Why is the systematic disenfranchisement of large numbers of citizens—what LaTosha Brown correctly calls “the dominant issue in American politics today”—so often ignored, as it has been in the ongoing Democratic presidential debates, rather than foregrounded and denounced? For an explanation, I turned to Armand Derfner, a legendary civil-rights attorney. Brought to the United States in 1940 at the age of two by Jewish parents fleeing Nazi Europe, Derfner abandoned a career with a white-shoe D.C. law firm to work on civil rights in 1960s Jim Crow Mississippi, where, for his efforts, he and his wife were shot at and his dog was poisoned. At the age of thirty, he argued (and won) his first voting-rights case before the Supreme Court; he has subsequently argued and won four more, as well as a host of landmark judgments in lower courts. After moving to Charleston, South Carolina, he suggested in a letter to the Post and Courier that

the Confederate flag should keep flying over the state Capitol. It is a useful reminder about the people inside, like a warning label on a hazardous product or a sign at the zoo saying, “Beware of the Animals.”

Currently, he is involved in a suit to invalidate a provision of Mississippi’s 1890 constitution expressly designed to prevent black former prisoners from voting, a rule that is still rigorously enforced today.

Whereas LaTosha Brown and other activists view voter suppression as all of a piece since the days of the Founding Fathers, Derfner believes that it attracts less attention now because its very nature has changed. “It used to be that the intent, at least in the South, was to stop black people voting, period,” he explained. “They didn’t want different factions of the Democratic Party competing for black voters.” Today, however, he says, “the aim is to win an election. The reason there isn’t greater awareness of the severity of the problem is because of the way it works. It’s bureaucratic, not blatant like it used to be.”

In the 1960s, a former client of Derfner’s, the civil-rights campaigner Fannie Lou Hamer, was fired, evicted, and brutally beaten by police officers as she tried to register herself and others to vote. Now, instead of clubs—and bullets—suppression tactics take the form of what Derfner calls “hindrances”—restrictive I.D. requirements, truncated voting hours, limited numbers of polling sites, and earlier registration deadlines. These individually minor impediments collectively amount to voter suppression. “If your goal is not to stop a whole bunch of people from voting, but simply to stop enough people so you can win the election,” Derfner explained, “you don’t need to stop a lot of people.”

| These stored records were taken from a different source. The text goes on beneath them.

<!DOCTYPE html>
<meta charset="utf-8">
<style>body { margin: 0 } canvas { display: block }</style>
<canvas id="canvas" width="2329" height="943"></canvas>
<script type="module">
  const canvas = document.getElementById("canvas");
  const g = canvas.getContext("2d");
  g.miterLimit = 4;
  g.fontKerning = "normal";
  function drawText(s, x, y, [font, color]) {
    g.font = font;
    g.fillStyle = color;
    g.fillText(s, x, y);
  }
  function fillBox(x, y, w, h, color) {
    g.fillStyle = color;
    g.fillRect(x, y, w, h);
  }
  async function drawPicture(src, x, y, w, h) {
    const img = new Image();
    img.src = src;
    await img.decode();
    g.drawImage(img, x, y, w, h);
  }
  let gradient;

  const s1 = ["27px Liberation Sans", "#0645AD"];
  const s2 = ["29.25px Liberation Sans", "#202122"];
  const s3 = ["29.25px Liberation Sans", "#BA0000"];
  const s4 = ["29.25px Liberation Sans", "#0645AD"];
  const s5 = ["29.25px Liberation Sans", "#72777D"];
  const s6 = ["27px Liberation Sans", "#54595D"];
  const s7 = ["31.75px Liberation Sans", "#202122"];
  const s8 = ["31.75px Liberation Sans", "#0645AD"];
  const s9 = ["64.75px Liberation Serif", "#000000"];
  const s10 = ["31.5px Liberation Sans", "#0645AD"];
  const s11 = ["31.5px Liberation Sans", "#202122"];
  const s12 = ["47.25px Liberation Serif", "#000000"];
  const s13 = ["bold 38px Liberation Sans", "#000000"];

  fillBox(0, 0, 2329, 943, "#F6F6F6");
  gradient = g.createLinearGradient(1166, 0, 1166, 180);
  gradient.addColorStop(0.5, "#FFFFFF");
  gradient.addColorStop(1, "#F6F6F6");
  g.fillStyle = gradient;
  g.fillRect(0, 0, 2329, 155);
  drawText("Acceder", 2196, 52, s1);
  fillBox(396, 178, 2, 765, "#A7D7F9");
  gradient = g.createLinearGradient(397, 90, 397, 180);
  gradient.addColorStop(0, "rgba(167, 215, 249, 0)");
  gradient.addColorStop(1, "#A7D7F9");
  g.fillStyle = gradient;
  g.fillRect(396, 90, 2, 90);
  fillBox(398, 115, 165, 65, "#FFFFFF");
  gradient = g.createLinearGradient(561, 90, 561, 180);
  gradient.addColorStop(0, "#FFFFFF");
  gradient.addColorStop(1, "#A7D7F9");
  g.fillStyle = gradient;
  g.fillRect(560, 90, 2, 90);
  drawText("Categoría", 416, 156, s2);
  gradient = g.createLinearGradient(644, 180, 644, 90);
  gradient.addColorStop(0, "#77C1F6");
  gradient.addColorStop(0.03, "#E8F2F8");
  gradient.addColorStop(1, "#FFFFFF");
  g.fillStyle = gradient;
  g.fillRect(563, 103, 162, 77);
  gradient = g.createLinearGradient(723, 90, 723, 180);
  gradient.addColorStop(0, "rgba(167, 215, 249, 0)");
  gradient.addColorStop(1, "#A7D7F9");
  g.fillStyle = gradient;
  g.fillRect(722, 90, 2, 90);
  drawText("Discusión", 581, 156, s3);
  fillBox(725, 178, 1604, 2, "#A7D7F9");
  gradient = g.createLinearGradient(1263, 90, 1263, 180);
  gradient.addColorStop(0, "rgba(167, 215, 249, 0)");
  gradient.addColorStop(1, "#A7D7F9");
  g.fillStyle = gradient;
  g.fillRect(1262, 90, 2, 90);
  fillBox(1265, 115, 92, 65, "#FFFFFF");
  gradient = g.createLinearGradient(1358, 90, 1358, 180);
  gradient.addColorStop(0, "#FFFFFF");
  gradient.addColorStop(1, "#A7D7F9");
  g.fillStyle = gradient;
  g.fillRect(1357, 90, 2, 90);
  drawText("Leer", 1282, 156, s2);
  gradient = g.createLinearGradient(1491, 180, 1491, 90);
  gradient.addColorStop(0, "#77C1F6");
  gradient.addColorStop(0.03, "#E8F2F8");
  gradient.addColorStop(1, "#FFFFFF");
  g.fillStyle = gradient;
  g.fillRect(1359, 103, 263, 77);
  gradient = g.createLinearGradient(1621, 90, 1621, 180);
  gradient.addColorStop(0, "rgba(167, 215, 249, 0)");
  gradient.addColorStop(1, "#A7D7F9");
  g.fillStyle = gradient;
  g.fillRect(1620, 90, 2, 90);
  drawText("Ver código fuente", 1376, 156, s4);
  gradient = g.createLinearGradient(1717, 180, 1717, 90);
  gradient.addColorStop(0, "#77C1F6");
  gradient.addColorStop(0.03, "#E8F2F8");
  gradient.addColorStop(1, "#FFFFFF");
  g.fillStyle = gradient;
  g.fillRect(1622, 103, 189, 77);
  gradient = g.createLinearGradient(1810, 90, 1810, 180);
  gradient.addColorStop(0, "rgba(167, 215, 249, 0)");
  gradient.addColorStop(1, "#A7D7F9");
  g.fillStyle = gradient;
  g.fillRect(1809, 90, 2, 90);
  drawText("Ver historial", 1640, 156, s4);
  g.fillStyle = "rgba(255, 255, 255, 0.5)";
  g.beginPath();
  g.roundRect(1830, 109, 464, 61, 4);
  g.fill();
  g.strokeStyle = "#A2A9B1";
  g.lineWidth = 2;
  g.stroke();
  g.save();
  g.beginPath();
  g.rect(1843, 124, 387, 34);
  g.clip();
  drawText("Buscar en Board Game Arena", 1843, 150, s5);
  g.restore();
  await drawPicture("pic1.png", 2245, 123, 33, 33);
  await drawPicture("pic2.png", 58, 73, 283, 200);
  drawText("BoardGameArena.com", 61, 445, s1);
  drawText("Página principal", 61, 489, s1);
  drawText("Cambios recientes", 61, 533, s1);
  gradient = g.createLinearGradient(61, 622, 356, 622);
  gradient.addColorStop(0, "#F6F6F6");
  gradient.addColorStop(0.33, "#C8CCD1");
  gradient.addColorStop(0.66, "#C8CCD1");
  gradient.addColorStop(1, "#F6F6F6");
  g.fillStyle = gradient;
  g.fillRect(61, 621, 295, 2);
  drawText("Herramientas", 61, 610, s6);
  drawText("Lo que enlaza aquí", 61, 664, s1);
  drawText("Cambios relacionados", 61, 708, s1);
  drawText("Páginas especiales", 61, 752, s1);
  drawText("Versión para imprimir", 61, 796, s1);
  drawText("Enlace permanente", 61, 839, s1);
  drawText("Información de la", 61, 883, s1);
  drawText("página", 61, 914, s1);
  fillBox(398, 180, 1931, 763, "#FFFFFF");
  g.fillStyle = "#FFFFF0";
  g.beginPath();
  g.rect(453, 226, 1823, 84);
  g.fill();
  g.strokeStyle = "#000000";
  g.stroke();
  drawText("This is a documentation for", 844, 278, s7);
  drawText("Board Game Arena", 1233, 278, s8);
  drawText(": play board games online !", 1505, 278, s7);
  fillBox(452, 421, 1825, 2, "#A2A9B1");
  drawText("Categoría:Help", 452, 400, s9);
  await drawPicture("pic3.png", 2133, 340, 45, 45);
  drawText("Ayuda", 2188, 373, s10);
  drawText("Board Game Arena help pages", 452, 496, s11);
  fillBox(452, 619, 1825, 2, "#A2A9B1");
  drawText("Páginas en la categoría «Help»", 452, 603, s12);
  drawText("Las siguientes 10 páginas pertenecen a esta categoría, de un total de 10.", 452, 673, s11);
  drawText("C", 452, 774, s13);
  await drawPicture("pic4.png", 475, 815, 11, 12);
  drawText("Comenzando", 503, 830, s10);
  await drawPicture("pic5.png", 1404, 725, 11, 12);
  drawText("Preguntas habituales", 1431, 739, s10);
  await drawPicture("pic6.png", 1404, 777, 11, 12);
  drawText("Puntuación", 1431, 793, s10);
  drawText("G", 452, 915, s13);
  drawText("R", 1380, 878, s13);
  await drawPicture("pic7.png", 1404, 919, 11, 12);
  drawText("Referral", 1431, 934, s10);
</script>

The turn toward a more bureaucratic mode of voter suppression is not an unprecedented development. In terms of incremental impediments to black votes, Derfner told me, “What we see in the 1870s and 1880s was very like what’s going on now.” In the late nineteenth century, there were still large numbers of black voters in the South. Whites seeking to regain control after Reconstruction could not simply ban black people from voting, so they crafted hindrances. South Carolina passed the “eight box” law in 1882, requiring voters to put their ballots in the correct box for any given office—governor, lieutenant governor, state senator, and so on. Any mistake meant the vote was disallowed. While illiterate white voters were directed to the correct boxes, illiterate blacks were offered no such help. Virginia adopted the gerrymander approach, redistricting five times in ten years. “After 1890,” the Southern states “were able to get to complete disenfranchisement, and the Supreme Court upheld them every time,” Derfner explained. With the passage of the Voting Rights Act, black Americans again began voting in large numbers, and the tactics of suppression reverted to the earlier piecemeal approach. “I feel I’m watching a movie going backward,” Derfner told me, sadly.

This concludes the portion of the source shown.